**HOW TO COMPLETE THIS TASK**:
Repeat each entry below exactly as it stands.

(Beginning of SUPPLIED DATA)

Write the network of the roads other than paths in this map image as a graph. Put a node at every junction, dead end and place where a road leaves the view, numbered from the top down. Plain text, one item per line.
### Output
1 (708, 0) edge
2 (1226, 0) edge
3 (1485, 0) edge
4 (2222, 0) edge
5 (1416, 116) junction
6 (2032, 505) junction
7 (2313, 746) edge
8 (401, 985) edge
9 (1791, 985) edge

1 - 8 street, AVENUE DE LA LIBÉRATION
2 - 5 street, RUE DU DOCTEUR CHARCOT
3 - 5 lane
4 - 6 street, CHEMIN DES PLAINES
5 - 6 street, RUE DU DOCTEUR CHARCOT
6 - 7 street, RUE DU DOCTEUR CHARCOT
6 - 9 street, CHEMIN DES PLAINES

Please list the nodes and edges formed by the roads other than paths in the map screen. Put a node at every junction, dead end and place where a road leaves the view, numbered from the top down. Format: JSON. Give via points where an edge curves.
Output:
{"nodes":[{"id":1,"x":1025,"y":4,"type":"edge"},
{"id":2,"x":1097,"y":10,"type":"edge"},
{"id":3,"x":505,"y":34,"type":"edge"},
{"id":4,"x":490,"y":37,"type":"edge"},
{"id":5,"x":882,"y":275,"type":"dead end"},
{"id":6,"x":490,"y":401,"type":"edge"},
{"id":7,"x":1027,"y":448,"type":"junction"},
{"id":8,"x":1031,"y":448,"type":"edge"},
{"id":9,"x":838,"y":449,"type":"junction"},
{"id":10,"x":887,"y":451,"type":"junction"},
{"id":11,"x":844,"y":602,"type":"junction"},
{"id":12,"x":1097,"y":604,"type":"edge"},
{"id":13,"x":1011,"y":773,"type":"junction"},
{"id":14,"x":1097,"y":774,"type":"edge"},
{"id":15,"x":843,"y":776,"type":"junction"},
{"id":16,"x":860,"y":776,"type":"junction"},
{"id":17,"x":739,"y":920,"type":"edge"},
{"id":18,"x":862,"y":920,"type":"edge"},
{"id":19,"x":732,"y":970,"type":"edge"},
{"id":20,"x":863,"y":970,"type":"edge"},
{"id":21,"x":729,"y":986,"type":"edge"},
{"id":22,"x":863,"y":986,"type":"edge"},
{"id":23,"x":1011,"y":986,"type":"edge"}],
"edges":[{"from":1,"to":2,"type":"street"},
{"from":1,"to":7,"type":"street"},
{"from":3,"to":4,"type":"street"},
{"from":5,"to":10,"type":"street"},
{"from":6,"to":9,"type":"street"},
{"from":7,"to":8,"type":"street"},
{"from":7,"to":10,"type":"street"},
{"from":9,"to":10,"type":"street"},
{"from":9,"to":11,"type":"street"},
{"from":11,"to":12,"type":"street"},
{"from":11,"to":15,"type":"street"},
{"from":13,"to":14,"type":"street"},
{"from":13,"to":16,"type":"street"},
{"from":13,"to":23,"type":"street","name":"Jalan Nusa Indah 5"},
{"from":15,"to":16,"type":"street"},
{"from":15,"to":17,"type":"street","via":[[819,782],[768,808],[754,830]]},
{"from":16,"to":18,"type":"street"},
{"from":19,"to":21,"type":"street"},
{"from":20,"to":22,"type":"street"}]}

(End of SUPPLIED DATA)

**RESPONSE TO THE TASK**:
Write the network of the roads other than paths in this map image as a graph. Put a node at every junction, dead end and place where a road leaves the view, numbered from the top down. Plain text, one item per line.
### Output
1 (708, 0) edge
2 (1226, 0) edge
3 (1485, 0) edge
4 (2222, 0) edge
5 (1416, 116) junction
6 (2032, 505) junction
7 (2313, 746) edge
8 (401, 985) edge
9 (1791, 985) edge

1 - 8 street, AVENUE DE LA LIBÉRATION
2 - 5 street, RUE DU DOCTEUR CHARCOT
3 - 5 lane
4 - 6 street, CHEMIN DES PLAINES
5 - 6 street, RUE DU DOCTEUR CHARCOT
6 - 7 street, RUE DU DOCTEUR CHARCOT
6 - 9 street, CHEMIN DES PLAINES

Please list the nodes and edges formed by the roads other than paths in the map screen. Put a node at every junction, dead end and place where a road leaves the view, numbered from the top down. Format: JSON. Give via points where an edge curves.
Output:
{"nodes":[{"id":1,"x":1025,"y":4,"type":"edge"},
{"id":2,"x":1097,"y":10,"type":"edge"},
{"id":3,"x":505,"y":34,"type":"edge"},
{"id":4,"x":490,"y":37,"type":"edge"},
{"id":5,"x":882,"y":275,"type":"dead end"},
{"id":6,"x":490,"y":401,"type":"edge"},
{"id":7,"x":1027,"y":448,"type":"junction"},
{"id":8,"x":1031,"y":448,"type":"edge"},
{"id":9,"x":838,"y":449,"type":"junction"},
{"id":10,"x":887,"y":451,"type":"junction"},
{"id":11,"x":844,"y":602,"type":"junction"},
{"id":12,"x":1097,"y":604,"type":"edge"},
{"id":13,"x":1011,"y":773,"type":"junction"},
{"id":14,"x":1097,"y":774,"type":"edge"},
{"id":15,"x":843,"y":776,"type":"junction"},
{"id":16,"x":860,"y":776,"type":"junction"},
{"id":17,"x":739,"y":920,"type":"edge"},
{"id":18,"x":862,"y":920,"type":"edge"},
{"id":19,"x":732,"y":970,"type":"edge"},
{"id":20,"x":863,"y":970,"type":"edge"},
{"id":21,"x":729,"y":986,"type":"edge"},
{"id":22,"x":863,"y":986,"type":"edge"},
{"id":23,"x":1011,"y":986,"type":"edge"}],
"edges":[{"from":1,"to":2,"type":"street"},
{"from":1,"to":7,"type":"street"},
{"from":3,"to":4,"type":"street"},
{"from":5,"to":10,"type":"street"},
{"from":6,"to":9,"type":"street"},
{"from":7,"to":8,"type":"street"},
{"from":7,"to":10,"type":"street"},
{"from":9,"to":10,"type":"street"},
{"from":9,"to":11,"type":"street"},
{"from":11,"to":12,"type":"street"},
{"from":11,"to":15,"type":"street"},
{"from":13,"to":14,"type":"street"},
{"from":13,"to":16,"type":"street"},
{"from":13,"to":23,"type":"street","name":"Jalan Nusa Indah 5"},
{"from":15,"to":16,"type":"street"},
{"from":15,"to":17,"type":"street","via":[[819,782],[768,808],[754,830]]},
{"from":16,"to":18,"type":"street"},
{"from":19,"to":21,"type":"street"},
{"from":20,"to":22,"type":"street"}]}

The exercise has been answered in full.